The rise of new marketplaces might also make it easier for brands to stay ahead of shifting demographic trends. That’s because Walmart is well known for understanding demographic trends better than many other retailers. Partnering with this retail giant could potentially give brands an inside edge when it comes to effectively marketing as demographic shifts progressively impact the retail space.

Take back control

When it comes to selling online, merchants always want more control of their brands — but that’s hard to maintain when you’re locked into selling through a single marketplace. Algorithms and consumer behaviors change, and many brands have seen their Facebook reach or their Google search ranking unexpectedly plummet as a result. In today’s e-commerce landscape, it’s always better to maintain a wide reach and stay flexible by investing in new sales and advertising channels. Aside from being the quickest way to increase sales volume, having a wider presence allows sellers to build a more comprehensive view of their customers across the Web.

Having a diversified online presence can also help brands to push back against grey-market resellers. While that process is often messy, marketplace operators have much more motivation to help brands clamp down on counterfeit products or unauthorized resellers if there’s a real risk of disgruntled sellers starting to divert their ad dollars to other platforms.

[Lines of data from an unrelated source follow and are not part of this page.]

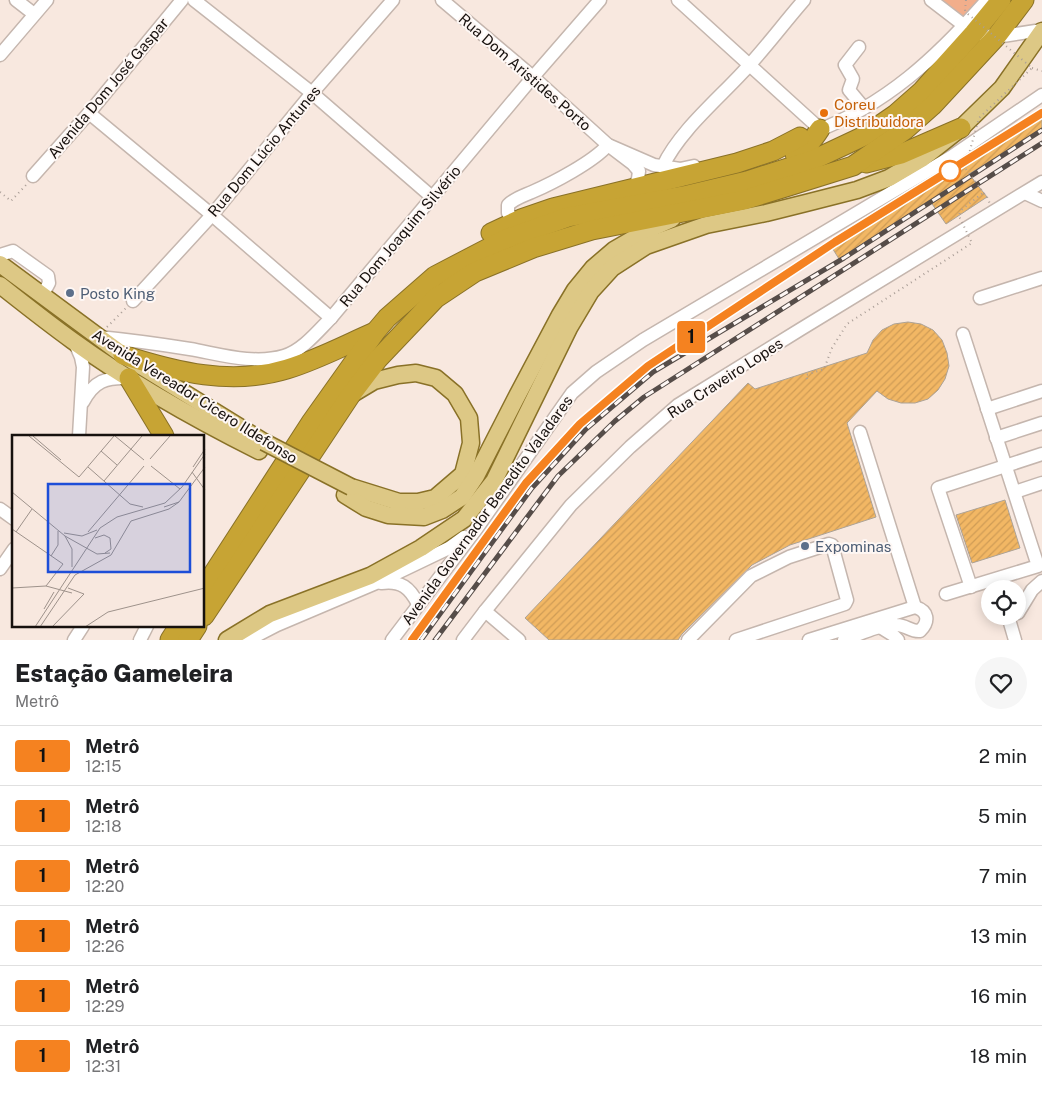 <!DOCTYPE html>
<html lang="pt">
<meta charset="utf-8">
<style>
:root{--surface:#fff;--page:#f6f6f6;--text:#202124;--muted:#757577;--line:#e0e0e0}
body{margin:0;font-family:"Public Sans",sans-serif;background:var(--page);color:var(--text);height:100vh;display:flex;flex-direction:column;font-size:19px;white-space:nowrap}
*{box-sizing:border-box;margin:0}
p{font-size:16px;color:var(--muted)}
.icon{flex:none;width:28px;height:28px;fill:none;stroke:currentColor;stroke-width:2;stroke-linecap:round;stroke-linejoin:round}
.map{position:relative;height:640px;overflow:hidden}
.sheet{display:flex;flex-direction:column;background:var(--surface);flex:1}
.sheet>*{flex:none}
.badge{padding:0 10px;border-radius:4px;font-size:18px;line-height:32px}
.tools{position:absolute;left:981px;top:580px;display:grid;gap:10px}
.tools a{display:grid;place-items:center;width:45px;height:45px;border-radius:50%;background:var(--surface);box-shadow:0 2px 12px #0003;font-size:25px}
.map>.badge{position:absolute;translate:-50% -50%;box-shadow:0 0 0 2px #fff}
.round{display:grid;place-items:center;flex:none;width:52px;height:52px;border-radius:26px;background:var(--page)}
.overview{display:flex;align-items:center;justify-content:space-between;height:85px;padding:0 15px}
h1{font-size:24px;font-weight:800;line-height:38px}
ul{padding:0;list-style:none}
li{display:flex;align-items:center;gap:15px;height:60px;padding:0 15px;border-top:1px solid var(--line)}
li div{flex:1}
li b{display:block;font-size:19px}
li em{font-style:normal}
li .badge{min-width:55px;font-weight:700;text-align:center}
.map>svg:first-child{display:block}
.green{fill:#f2ae8b}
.building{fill:url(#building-hatch);stroke:#aca296}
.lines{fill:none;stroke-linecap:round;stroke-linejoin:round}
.minor-casing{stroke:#c5b6ae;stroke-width:15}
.major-casing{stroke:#897127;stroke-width:19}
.highway-casing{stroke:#897127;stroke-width:21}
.path{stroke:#aa9e97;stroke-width:2;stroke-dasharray:1 4;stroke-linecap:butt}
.minor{stroke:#fff;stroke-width:12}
.major{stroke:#ddc885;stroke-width:16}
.highway{stroke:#c7a434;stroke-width:19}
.rail-casing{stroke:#564d49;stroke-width:5}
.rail{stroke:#fef7f4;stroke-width:3;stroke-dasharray:9;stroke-linecap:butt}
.major-bridge-casing{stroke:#897127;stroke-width:19;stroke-linecap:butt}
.path-bridge{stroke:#aa9e97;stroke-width:2;stroke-dasharray:1 4;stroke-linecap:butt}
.major-bridge{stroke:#ddc885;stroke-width:16}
.line-casing{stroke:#fff;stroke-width:11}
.line{stroke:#f58220;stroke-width:8}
.food-dot{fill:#e8710a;stroke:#fef7f4;stroke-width:2}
.stop-dot{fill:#fff;stroke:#f58220;stroke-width:2.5}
.service-dot{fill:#5c6f8a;stroke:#fef7f4;stroke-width:2}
.labels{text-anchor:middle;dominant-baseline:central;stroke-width:4;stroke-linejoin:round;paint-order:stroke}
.street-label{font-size:15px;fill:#17110e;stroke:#fef7f4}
.food-label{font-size:15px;fill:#c56008;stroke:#fef7f4;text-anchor:start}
.service-label{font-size:15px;fill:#4e5e75;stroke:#fef7f4;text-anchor:start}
.inset-road{fill:none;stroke:#9e928b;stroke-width:1}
.view{fill:#1d4ed8;fill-opacity:0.15;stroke:#1d4ed8;stroke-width:2.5}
.inset-edge{fill:none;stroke:#17110e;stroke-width:2.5}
</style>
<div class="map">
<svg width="1042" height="640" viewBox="0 0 1042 640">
<defs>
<pattern id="building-hatch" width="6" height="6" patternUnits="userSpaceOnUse" patternTransform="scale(1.25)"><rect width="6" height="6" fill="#f2b764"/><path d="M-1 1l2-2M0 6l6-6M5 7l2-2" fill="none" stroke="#cf9c56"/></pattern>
</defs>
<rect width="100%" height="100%" fill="#f8e8df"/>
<!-- green -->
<path class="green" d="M939,0H979L965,22Z"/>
<!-- building -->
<g class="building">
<path d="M1042,117V130L969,174L987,197L946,224L930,201L839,259L831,246Z"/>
<path d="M908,322L921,324L933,330L942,340L947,353L949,366L945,379L938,390L928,399L915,403H901L888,399L877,391L847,423L876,517L790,545L752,565L682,634L678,640H549L525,618L748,383L755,389L867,353L873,340L882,330L894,324Z"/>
<path d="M1005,500L1020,548L972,563L956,515Z"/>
</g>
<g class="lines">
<defs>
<g id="minor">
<path d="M16,0L34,14"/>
<path d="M194,0L312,93L432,197"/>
<path d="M442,0L533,77L608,145L654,165L680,169L694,166"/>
<path d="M678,0L820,129"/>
<path d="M931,0L974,33L996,37L1042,30"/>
<path d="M859,47L845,65L853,79L849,90L864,108"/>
<path d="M0,55L47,0"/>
<path d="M89,113L212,215L331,318"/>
<path d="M814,132C886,105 937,57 987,0"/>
<path d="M663,166C679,132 716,101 742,73C764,50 783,24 804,0"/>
<path d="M33,176L89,113L182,0"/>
<path d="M1025,193L1042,201"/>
<path d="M521,219L512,218L508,213V205C515,198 523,196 532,192C553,183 593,162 608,145L633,164L639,171L638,179L634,187"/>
<path d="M0,255L13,251L48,276L49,283L42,296"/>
<path d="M980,298L1042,278"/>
<path d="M133,301L212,215L312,93L393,0"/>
<path d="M99,337C129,340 159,344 190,349C219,354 254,365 284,356C302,351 318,331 331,318L533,77L600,0"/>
<path d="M74,341L81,357L83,367L79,436"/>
<path d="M83,402C94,381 106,377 129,378"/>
<path d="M987,409L1042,391"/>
<path d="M860,432L915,607"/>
<path d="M996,438L1042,423"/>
<path d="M1015,492L1042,483"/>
<path d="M0,509L14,519"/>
<path d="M0,569L14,549"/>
<path d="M381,583C401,580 410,588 418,604"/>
<path d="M971,587L938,488L1042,454"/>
<path d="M946,594L1038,566L963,334"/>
<path d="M485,611L519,640"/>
<path d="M1018,613L1032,590L1042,581"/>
<path d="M1008,616L1015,640"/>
<path d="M880,627L893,635L898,640"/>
<path d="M74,640L83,626"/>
<path d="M140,640L147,626"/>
<path d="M248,640L277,625L376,583L449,548L464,537"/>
<path d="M392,640L477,528L572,393L596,372L643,340L951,157L1042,95"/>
<path d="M463,640L485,611L571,505L630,447L678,405L801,329L1042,182"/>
<path d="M688,640L751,576L789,557L829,544L832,545L847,600L845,604L736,640"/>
<path d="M809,640L915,607C928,611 930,621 920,631C911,632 906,625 897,625C880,624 860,634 844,640"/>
</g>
<g id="major">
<path d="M0,264L123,355L264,442"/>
<path d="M0,285C24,304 48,323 73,341C131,383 195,419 259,451"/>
<path d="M351,487L399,502H418L435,498L463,474L471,443L469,418L455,394L436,378L416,373L398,375L374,381L354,393"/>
<path d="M345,495L366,508L388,515L424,517L442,510L462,497L476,476L516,398L560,315L575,290L593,268L614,250L652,228L672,219"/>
<path d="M227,640L270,614L370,576L421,548L464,519L494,481L569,328L591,291L612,268L646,246L706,225L766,213L806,203L857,190L889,178L923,158L961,128L1002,88L1042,31"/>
</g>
<g id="highway">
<path d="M795,154C806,149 813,140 820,129"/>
<path d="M866,163L901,154L961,128"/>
<path d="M491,233L521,219L553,208L737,163L773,151L800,137"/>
<path d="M123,355C176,372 232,386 287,369C317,360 347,344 375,332"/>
<path d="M129,378L164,436"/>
<path d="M204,588L312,421L376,331L387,318L435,276L506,239L568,217L688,195L747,181L813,160L864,136L896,114L921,92L974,33L1001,0"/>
<path d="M204,616L350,396L378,359L436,298L475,272L533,248L592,230L744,200L853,166L905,130L932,106L996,37L1024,0"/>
<path d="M170,640L179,626"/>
<path d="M188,640L197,626"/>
</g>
</defs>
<!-- minor casing -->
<use href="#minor" class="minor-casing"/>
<!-- major casing -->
<use href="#major" class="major-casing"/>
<!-- highway casing -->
<use href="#highway" class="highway-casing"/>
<!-- path -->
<g class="path">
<path d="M1032,68L1042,71"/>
<path d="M0,192L11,201L27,184"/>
<path d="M107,327L126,308"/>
</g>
<!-- minor -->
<use href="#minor" class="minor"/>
<!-- major -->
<use href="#major" class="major"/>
<!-- highway -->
<use href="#highway" class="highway"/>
<defs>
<g id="rail">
<path d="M412,640L526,483L580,424L648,366L835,242L1042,113"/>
<path d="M421,640L532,488L586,429L653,372L844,258L1042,130"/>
<path d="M435,640L558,476L615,421L644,397L677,376L1042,143"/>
</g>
</defs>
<!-- rail casing -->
<use href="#rail" class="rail-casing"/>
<!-- rail -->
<use href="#rail" class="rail"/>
<defs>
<path id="major-bridge" d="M264,442L351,487"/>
</defs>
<!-- major-bridge casing -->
<use href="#major-bridge" class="major-bridge-casing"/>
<!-- path-bridge -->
<g class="path-bridge">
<path d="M966,0L965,10L968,14L1032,68L979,118L965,168L987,197L991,206"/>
<path d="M807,379L806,375L824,369L832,348L847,324L972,243L959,216L960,211L984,192"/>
</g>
<!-- major-bridge -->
<use href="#major-bridge" class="major-bridge"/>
</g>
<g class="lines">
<defs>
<path id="line" d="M412,640L526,483L580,424L648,366L835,242L1042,113"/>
</defs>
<!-- line casing -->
<use href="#line" class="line-casing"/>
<!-- line -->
<use href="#line" class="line"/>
</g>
<!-- markers -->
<circle class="food-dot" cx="824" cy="113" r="5"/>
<circle class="stop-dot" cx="950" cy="171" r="10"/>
<g class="service-dot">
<circle cx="70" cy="293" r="5"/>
<circle cx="805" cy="546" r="5"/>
</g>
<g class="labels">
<!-- street labels -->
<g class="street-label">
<text transform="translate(525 72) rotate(41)">Rua Dom Aristides Porto</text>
<text transform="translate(108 88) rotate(-50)">Avenida Dom José Gaspar</text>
<text transform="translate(264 151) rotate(-50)">Rua Dom Lúcio Antunes</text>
<text transform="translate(400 236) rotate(-50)">Rua Dom Joaquim Silvério</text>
<text transform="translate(725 378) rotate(-33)">Rua Craveiro Lopes</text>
<text transform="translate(195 396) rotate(32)">Avenida Vereador Cícero Ildefonso</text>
<text transform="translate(487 510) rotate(-54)">Avenida Governador Benedito Valadares</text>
</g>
<!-- food labels -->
<g class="food-label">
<text x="834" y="104">Coreu<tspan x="834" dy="17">Distribuidora</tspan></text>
</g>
<!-- service labels -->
<g class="service-label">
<text x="80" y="293">Posto King</text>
<text x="815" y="546">Expominas</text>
</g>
</g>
<!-- overview -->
<g transform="translate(12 435)">
<rect width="192" height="192" fill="#f8e8df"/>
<path class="inset-road" d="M17,1L67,42L102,1M21,1L49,25M103,1L132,25M89,16L105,30M138,24L158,1M139,31L168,54M76,32L118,69L131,72M181,32L193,14M180,37L193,55M92,46L130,1M0,57L53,101L85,119L98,118M152,72L167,67M0,94L51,129L34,151L0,153M4,97L20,74M76,97L132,31M52,98L70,101L85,95M53,101L60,114V132M83,103L92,100L98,103L99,114L93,118M39,121L46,110V96M34,151L60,158M32,174L42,157M23,192L88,93L105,82L153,68L170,52L193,19M28,192L63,140L99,120L119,86L157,74L167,67L193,32M40,192L72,159L56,153M73,192L96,177L193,153"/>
<path class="view" d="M36,49H178V137H36Z"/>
<rect width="192" height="192" class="inset-edge"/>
</g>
</svg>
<div class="tools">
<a><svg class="icon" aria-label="locate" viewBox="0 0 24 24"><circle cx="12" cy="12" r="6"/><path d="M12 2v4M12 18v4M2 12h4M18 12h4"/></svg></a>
</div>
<b class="badge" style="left:691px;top:337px;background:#f58220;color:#111">1</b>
</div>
<section class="sheet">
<div class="overview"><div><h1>Estação Gameleira</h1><p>Metrô</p></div><a class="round"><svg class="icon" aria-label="heart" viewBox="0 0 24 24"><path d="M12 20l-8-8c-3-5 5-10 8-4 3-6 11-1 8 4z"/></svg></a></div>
<ul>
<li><span class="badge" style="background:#f58220;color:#111">1</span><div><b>Metrô</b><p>12:15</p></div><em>2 min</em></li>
<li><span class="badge" style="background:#f58220;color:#111">1</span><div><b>Metrô</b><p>12:18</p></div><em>5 min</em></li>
<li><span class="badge" style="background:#f58220;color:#111">1</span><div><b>Metrô</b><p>12:20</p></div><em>7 min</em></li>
<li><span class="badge" style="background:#f58220;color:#111">1</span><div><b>Metrô</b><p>12:26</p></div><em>13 min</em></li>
<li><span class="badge" style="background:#f58220;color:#111">1</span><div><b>Metrô</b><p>12:29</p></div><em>16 min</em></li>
<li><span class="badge" style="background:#f58220;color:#111">1</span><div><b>Metrô</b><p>12:31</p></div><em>18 min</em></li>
</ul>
</section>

Embrace multichannel selling

When Walmart launched its advertising API, the retailer touted its ability to provide in-store metrics on top of online sales, helping brands better optimize campaigns across their larger Walmart presence.

This emphasizes how multichannel selling doesn’t just mean exploiting a range of different online marketplaces — increasingly, it also means synchronizing your online and real-world retail strategies, even in the current environment. While Amazon’s initial forays into real-world retail are on hold for now, Walmart is leveraging its vast brick-and-mortar footprint for online order fulfillment, so there’s the potential for brands to achieve strong results by combining digital and in-store consumer experiences.

As the economy begins to reopen, and consumers begin to shift some of their purchasing back from online to real-world stores, brands with this more comprehensive multichannel view stand to gain a major competitive advantage if they’re able to leverage such intelligence to develop an effective strategy for measuring online advertising’s impact on offline sales.

Of course, this larger trend around online advertising goes well beyond Walmart. With Amazon already making billions from its ad offerings, there’s movement from the likes of Wayfair, CVS and others to create an ad ecosystem on their e-commerce sites. It’s smart for brands to use Walmart’s new marketplace ads as a launchpad for a true multichannel e-commerce strategy.

Looking forward, this process will help brands to reach more customers, and survive and grow during these challenging times. And brands that succeed will also get a chance to tune up operationally as other new marketplaces launch their ad offerings. Developing a savvy strategy that’s both customized to specific sites and coherent across multiple customer touchpoints will be vital as brands learn to thrive in the new multichannel retail environment.